Using Polars with UpSet Plots#

This example demonstrates how to use Polars DataFrames with UpSet plots. Polars is a fast DataFrame library written in Rust that can be used as an alternative to pandas.

First, let’s import the necessary libraries and create our sample data using Polars:

import altair_upset as au
import polars as pl
import numpy as np

# Create sample data with realistic social media usage patterns
np.random.seed(42)
n_users = 1000

# Generate binary data for each platform
platforms = ['Instagram', 'TikTok', 'Twitter', 'LinkedIn', 'Facebook']
probabilities = [0.8, 0.6, 0.5, 0.4, 0.7]  # Probability of using each platform

# Create data using Polars
data_dict = {}
for platform, prob in zip(platforms, probabilities):
    data_dict[platform] = np.random.choice([0, 1], size=n_users, p=[1-prob, prob])

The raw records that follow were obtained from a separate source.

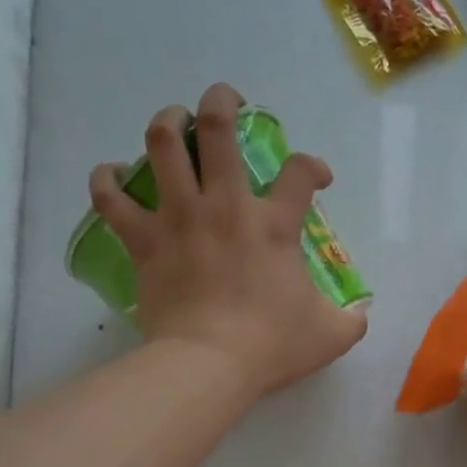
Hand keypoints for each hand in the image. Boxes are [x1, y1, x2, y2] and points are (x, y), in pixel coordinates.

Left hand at [90, 84, 367, 398]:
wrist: (209, 364)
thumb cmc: (271, 346)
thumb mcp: (331, 335)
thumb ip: (351, 319)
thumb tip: (359, 314)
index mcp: (274, 225)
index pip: (300, 172)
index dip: (312, 166)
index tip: (315, 178)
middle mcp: (225, 206)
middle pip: (218, 128)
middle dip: (221, 102)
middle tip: (224, 102)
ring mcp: (179, 218)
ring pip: (163, 144)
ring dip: (168, 122)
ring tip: (174, 121)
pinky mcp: (144, 241)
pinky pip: (112, 198)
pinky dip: (106, 180)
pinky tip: (111, 174)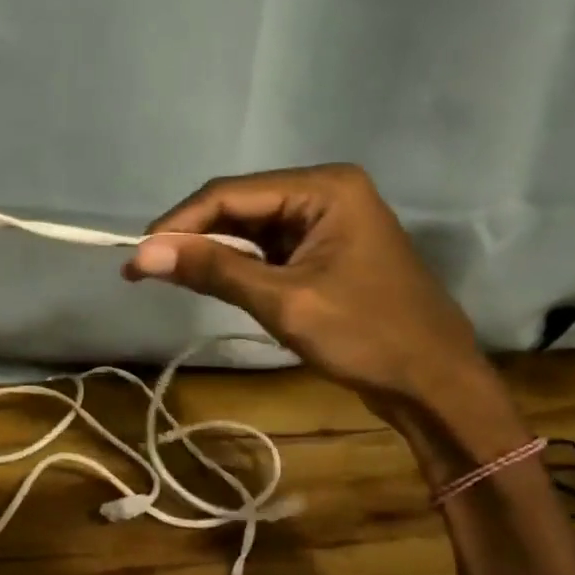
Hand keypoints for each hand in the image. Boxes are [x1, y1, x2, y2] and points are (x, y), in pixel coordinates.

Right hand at [124, 165, 502, 424]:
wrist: (437, 386)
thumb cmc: (367, 337)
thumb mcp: (284, 301)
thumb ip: (214, 270)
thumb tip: (143, 254)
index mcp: (324, 188)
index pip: (231, 194)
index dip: (180, 223)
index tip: (138, 255)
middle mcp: (325, 192)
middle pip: (239, 206)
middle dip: (193, 236)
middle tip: (144, 268)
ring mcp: (327, 221)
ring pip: (250, 227)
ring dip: (211, 251)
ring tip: (166, 275)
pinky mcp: (324, 249)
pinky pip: (267, 248)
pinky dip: (237, 265)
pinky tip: (208, 280)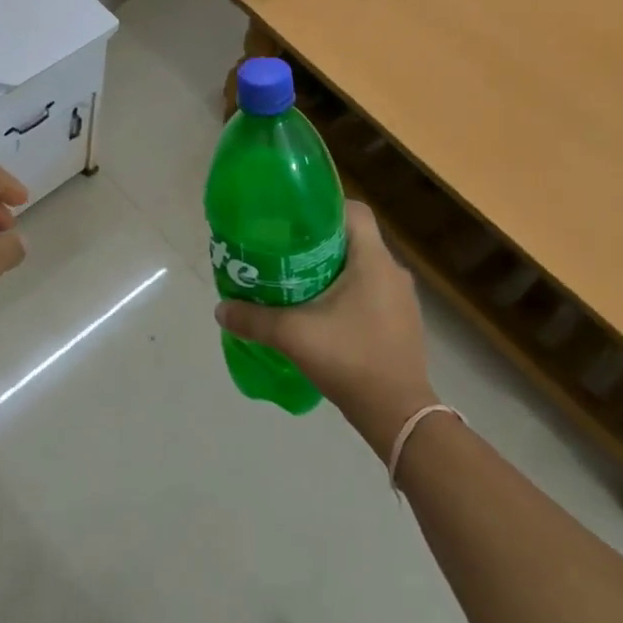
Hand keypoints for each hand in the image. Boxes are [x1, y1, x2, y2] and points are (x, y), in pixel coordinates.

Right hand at [214, 201, 436, 451]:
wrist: (399, 416)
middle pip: (353, 238)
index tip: (293, 219)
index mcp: (373, 259)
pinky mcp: (402, 322)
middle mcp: (393, 271)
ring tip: (298, 279)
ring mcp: (402, 299)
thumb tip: (220, 309)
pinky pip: (371, 291)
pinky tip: (322, 312)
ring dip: (333, 268)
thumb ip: (254, 319)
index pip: (354, 210)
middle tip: (284, 249)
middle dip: (319, 240)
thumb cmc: (350, 360)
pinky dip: (347, 292)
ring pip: (362, 266)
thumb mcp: (293, 336)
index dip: (324, 207)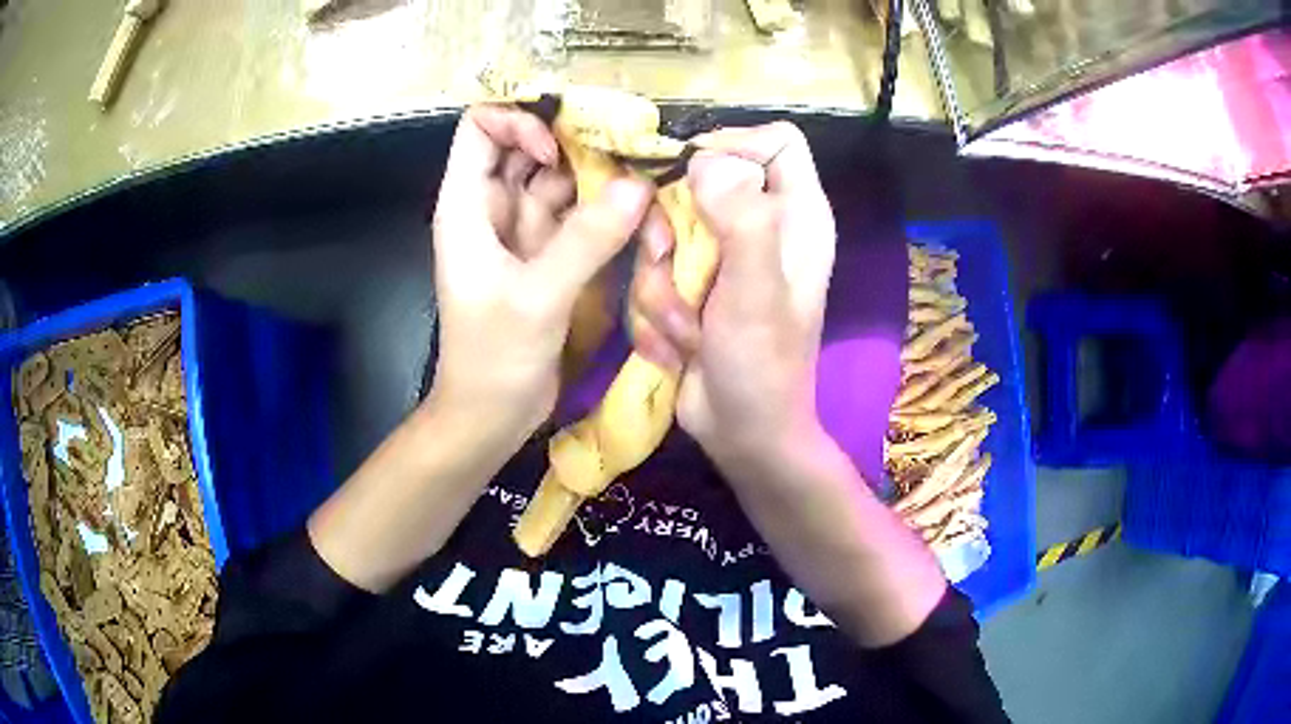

data = pl.DataFrame(data_dict)

Basic UpSet Plot with Polars Data#

Create a simple UpSet plot using Polars DataFrame. Note that the UpSet plot function will automatically convert the Polars DataFrame to pandas internally:

# Convert Polars DataFrame to pandas for visualization
pandas_df = data.to_pandas()

au.UpSetAltair(
    data=pandas_df,
    sets=platforms,
    title="Social Media Platform Usage",
    subtitle="Distribution of user activity across social media platforms"
).chart

Working with Different Data Types#

Polars supports various data types that can be used with UpSet plots. Here’s an example using different data types:

# Create data with different types
mixed_data = pl.DataFrame({
    'Instagram': pl.Series([1, 0, 1], dtype=pl.Boolean),  # Boolean
    'TikTok': pl.Series([1, 0, 1], dtype=pl.Int32),      # Integer
    'Twitter': pl.Series([1.0, 0.0, 1.0], dtype=pl.Float64)  # Float
})

# Convert to pandas for visualization
mixed_pandas_df = mixed_data.to_pandas()

# All these types will be handled correctly in the UpSet plot
mixed_plot = au.UpSetAltair(
    data=mixed_pandas_df,
    sets=['Instagram', 'TikTok', 'Twitter'],
    title="Mixed Data Types Example"
).chart

Performance Benefits#

When working with large datasets, you can leverage Polars’ fast data manipulation capabilities before creating the UpSet plot. Here’s an example of preprocessing data with Polars:

# Use Polars for fast data filtering
active_users = data.filter(
    pl.col('Instagram') | pl.col('TikTok') | pl.col('Twitter')
).to_pandas()

au.UpSetAltair(
    data=active_users,
    sets=platforms,
    title="Active Social Media Users",
    subtitle="Users with at least one social media account"
).chart